§ Material to process:
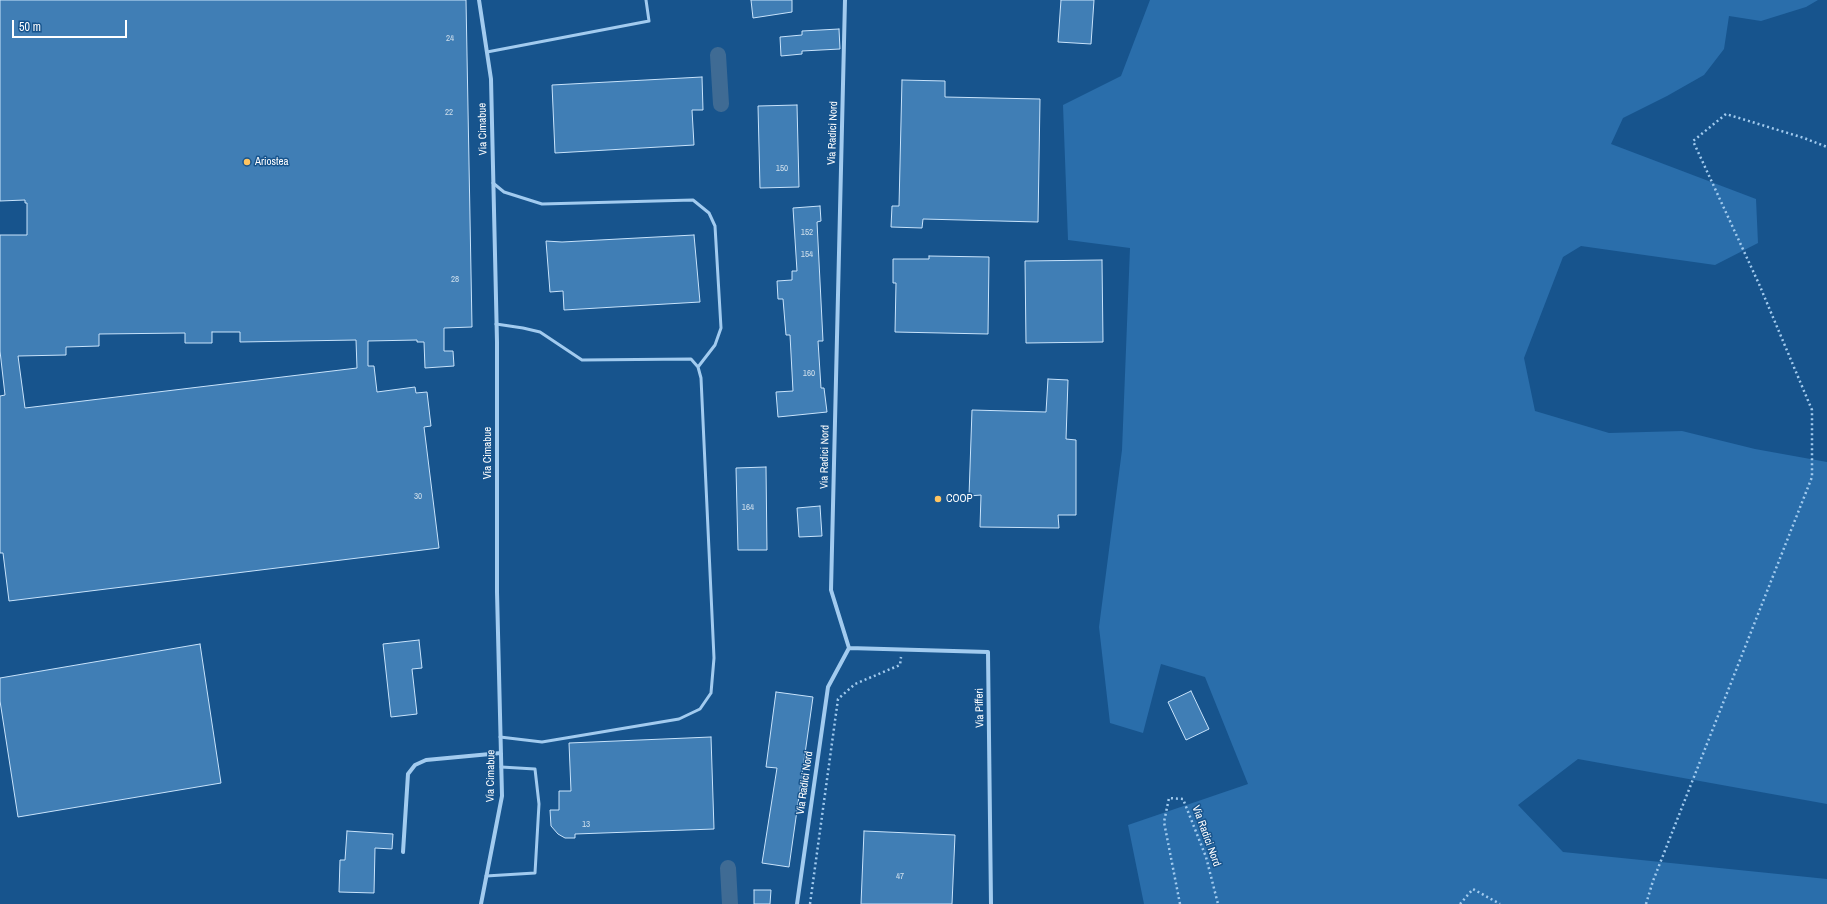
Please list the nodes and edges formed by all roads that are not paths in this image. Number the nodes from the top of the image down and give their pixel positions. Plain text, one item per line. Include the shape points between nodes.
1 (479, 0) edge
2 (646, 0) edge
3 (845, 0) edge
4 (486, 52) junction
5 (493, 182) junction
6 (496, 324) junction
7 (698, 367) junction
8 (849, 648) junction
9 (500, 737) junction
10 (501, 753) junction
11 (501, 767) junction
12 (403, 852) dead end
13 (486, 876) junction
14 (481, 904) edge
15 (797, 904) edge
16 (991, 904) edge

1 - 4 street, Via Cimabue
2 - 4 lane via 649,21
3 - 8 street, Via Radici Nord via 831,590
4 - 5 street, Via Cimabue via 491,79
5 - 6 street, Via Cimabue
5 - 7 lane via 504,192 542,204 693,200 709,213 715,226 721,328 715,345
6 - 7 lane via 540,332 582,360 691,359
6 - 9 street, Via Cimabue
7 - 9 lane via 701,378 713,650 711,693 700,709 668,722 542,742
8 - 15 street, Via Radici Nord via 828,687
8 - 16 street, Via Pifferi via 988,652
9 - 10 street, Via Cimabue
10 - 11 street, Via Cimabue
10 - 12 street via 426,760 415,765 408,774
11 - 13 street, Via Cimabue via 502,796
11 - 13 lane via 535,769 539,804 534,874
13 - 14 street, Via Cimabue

§ What you have to do: All the material above must be copied exactly, and no picture belongs in the copy.

§ Task result:
Please list the nodes and edges formed by all roads that are not paths in this image. Number the nodes from the top of the image down and give their pixel positions. Plain text, one item per line. Include the shape points between nodes.
1 (479, 0) edge
2 (646, 0) edge
3 (845, 0) edge
4 (486, 52) junction
5 (493, 182) junction
6 (496, 324) junction
7 (698, 367) junction
8 (849, 648) junction
9 (500, 737) junction
10 (501, 753) junction
11 (501, 767) junction
12 (403, 852) dead end
13 (486, 876) junction
14 (481, 904) edge
15 (797, 904) edge
16 (991, 904) edge

1 - 4 street, Via Cimabue
2 - 4 lane via 649,21
3 - 8 street, Via Radici Nord via 831,590
4 - 5 street, Via Cimabue via 491,79
5 - 6 street, Via Cimabue
5 - 7 lane via 504,192 542,204 693,200 709,213 715,226 721,328 715,345
6 - 7 lane via 540,332 582,360 691,359
6 - 9 street, Via Cimabue
7 - 9 lane via 701,378 713,650 711,693 700,709 668,722 542,742
8 - 15 street, Via Radici Nord via 828,687
8 - 16 street, Via Pifferi via 988,652
9 - 10 street, Via Cimabue
10 - 11 street, Via Cimabue
10 - 12 street via 426,760 415,765 408,774
11 - 13 street, Via Cimabue via 502,796
11 - 13 lane via 535,769 539,804 534,874
13 - 14 street, Via Cimabue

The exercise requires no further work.